CONFIRMATIONS OF ITS VERACITY.
Ashton-under-Line, Feb. 24, 1828.
Dear Sir—I have read the narrated sufferings of Robert Blincoe with mingled sorrow and delectation: with sorrow, because I know, from bitter experience, that they have really existed; with delectation, because they have appeared before the public through the medium of the press, and may, peradventure, be the means of mitigating the misery of the unfortunate apprentices, who are serving an unexpired term of apprenticeship in various parts of Lancashire and Derbyshire. In 1806 or 7, I was bound an apprentice, with twelve others, from the workhouse of St. James, Clerkenwell London, to a Mr. J. Oxley, at Arnold-mill, near Nottingham. From thence, after two years and three months’ servitude, I was sold to a Mr. Middleton, of Sheffield. The factory being burnt down at this place, I with many others, were sold to Mr. Ellice Needham, of Highgate-wall, the owner and proprietor of Litton Mill! Here I became acquainted with Robert Blincoe, better known at Litton-mill by the name of Parson. The sufferings of the apprentices were exquisite during Blincoe’s servitude, both in point of hunger and acts of severity; but, subsequent to Blincoe’s departure from that place, the privations we had to endure, in point of hunger, exceeded all our former sufferings (if that were possible), having to subsist principally upon woodland sustenance, or, in other words, on such food as we could extract from the woods. What I now write is to corroborate the statement of Blincoe, having heard him relate during my apprenticeship, all, or nearly all, the particulars that are now narrated in his memoir. I may also add, that I worked under Blincoe, at the same machine, in the capacity that he had done under Woodward, without receiving any harsh treatment from him—nay, so far was Blincoe from ill-treating the apprentices employed under him, that he would frequently give part of his allowance of food to those under his care, out of mere commiseration, and conceal all insignificant omissions without a word of reproach—I cannot close this letter without relating an anecdote that occurred about two years ago. Happening to call at a friend’s house one day, he asked if I knew Robert Blincoe. I replied in the affirmative.

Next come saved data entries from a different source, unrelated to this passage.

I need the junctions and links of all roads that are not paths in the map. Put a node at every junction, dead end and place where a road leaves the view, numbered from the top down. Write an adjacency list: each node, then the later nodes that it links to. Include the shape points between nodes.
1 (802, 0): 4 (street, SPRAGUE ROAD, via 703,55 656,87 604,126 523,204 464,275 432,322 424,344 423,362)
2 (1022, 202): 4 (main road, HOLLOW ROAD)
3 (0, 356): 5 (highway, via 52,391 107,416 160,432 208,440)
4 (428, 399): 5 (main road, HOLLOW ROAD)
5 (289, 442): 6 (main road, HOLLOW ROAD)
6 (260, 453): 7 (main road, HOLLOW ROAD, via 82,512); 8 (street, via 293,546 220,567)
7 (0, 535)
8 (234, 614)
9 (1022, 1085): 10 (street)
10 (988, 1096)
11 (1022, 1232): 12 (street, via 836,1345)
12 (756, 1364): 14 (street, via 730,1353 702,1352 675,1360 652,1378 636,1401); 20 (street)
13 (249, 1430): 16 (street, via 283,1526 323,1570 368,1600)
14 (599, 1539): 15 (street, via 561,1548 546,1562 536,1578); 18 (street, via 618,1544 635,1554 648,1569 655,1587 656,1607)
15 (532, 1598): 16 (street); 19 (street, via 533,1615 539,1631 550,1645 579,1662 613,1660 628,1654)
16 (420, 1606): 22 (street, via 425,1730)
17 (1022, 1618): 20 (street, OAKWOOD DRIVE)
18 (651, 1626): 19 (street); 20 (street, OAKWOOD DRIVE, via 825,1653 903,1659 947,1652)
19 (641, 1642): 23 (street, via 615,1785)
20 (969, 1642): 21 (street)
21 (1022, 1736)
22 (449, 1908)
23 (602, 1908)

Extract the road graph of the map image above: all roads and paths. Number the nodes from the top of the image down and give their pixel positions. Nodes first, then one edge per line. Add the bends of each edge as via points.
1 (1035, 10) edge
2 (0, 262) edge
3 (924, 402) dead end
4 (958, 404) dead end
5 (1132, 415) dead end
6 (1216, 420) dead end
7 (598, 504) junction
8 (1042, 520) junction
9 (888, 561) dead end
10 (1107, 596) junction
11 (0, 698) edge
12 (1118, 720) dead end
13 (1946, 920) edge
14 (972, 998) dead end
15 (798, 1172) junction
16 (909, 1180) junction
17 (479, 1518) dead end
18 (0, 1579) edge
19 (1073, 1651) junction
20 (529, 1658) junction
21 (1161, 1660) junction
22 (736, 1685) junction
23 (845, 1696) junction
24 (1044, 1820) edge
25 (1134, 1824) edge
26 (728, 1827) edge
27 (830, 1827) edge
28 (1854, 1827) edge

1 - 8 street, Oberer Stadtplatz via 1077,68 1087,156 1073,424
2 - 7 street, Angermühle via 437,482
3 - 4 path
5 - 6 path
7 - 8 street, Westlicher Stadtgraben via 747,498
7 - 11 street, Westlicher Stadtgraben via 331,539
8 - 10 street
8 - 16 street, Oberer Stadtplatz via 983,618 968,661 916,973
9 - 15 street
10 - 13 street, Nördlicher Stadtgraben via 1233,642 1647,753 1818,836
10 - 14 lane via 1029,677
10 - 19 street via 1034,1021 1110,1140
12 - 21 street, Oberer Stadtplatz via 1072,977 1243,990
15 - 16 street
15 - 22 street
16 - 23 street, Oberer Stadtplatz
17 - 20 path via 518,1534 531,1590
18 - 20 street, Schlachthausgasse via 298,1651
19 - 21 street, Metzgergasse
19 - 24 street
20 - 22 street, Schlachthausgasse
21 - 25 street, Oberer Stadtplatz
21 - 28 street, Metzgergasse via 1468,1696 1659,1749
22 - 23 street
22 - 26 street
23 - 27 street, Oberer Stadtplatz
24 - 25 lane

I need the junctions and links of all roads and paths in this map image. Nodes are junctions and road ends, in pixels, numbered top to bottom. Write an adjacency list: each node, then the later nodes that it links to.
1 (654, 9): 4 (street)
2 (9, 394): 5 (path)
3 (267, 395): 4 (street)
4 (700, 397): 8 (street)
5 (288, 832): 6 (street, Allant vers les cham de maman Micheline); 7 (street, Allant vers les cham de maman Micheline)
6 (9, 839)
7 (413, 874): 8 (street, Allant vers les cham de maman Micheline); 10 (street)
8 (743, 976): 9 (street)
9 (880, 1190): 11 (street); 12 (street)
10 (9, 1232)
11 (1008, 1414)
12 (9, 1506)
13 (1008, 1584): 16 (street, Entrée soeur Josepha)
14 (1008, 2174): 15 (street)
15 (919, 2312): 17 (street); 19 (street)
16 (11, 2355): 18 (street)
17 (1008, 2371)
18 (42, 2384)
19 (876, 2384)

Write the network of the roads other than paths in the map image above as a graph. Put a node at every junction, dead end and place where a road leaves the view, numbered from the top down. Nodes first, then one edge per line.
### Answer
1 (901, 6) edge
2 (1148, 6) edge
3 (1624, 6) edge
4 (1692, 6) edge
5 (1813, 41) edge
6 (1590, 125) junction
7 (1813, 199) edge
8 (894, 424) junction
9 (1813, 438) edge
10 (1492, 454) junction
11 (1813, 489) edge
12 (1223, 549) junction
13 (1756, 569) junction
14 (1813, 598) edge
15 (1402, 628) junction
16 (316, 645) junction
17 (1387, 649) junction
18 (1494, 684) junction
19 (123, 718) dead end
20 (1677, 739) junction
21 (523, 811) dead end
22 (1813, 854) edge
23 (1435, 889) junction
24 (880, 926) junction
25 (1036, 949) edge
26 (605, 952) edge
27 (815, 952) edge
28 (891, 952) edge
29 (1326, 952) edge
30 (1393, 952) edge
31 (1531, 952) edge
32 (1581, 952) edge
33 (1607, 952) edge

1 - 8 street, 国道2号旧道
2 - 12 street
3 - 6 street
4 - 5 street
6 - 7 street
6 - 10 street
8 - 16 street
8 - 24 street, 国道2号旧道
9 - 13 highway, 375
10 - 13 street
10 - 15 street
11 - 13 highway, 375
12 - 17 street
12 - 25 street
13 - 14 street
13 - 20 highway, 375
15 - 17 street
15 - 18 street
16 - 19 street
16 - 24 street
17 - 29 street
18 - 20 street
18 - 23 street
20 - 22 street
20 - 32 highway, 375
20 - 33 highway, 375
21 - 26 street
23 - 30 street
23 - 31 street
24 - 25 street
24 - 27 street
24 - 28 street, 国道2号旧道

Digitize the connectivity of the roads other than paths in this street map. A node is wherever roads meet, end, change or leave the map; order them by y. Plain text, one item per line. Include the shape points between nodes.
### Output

Because, added he, I saw a prospectus of his biography some time past; and related the same to W. Woodward, who was on a visit here, and who immediately said, “he’ll give it ma,” and became very dejected during the remainder of his visit.
Your humble servant,
John Joseph Betts.
Samuel Davy, a young man, now employed in the Westminster Gas Works, has called on the Publisher of Blincoe’s Memoir, and has said, that his own experience is a confirmation of the general statement in the Memoir. Samuel Davy, when a child of 7 years of age, with 13 others, about the year 1805, was sent from the poorhouse of the parish of St. George’s, in the Borough of Southwark, to Mr. Watson’s mill, at Penny Dam, near Preston, in Lancashire; and successively turned over to Mr. Burch’s mill, at Backborough, near Castmill, and to Messrs. David and Thomas Ainsworth’s mill, near Preston. The cruelty towards the children increased at each of those places, and though not quite so bad as that described by Blincoe, approached very near to it. One Richard Goodall, he describes, as entirely beaten to death! Irons were used, as with felons, in gaols, and these were often fastened on young women, in the most indecent manner from the ancles to the waist! It was common to punish the children, by keeping them nearly in a state of nudity, in the depth of winter, for several days together. Davy says, that he often thought of stealing, from the desire of getting released from such a wretched condition, by imprisonment or transportation; and, at last, at nineteen years of age, though followed by men on horseback and on foot, he successfully ran away and got to London. For ten years, this child and his brother were kept without knowing any thing of their parents, and without the parents knowing where the children were. All applications to the Parish Officers for information were vain. The supposed loss of her children, so preyed upon the mind of Davy’s mother, that, with other troubles, it brought on insanity, and she died in a state of madness! No savageness in human nature, that has existed on earth, has been paralleled by that which has been associated with the English Cotton-spinning mills.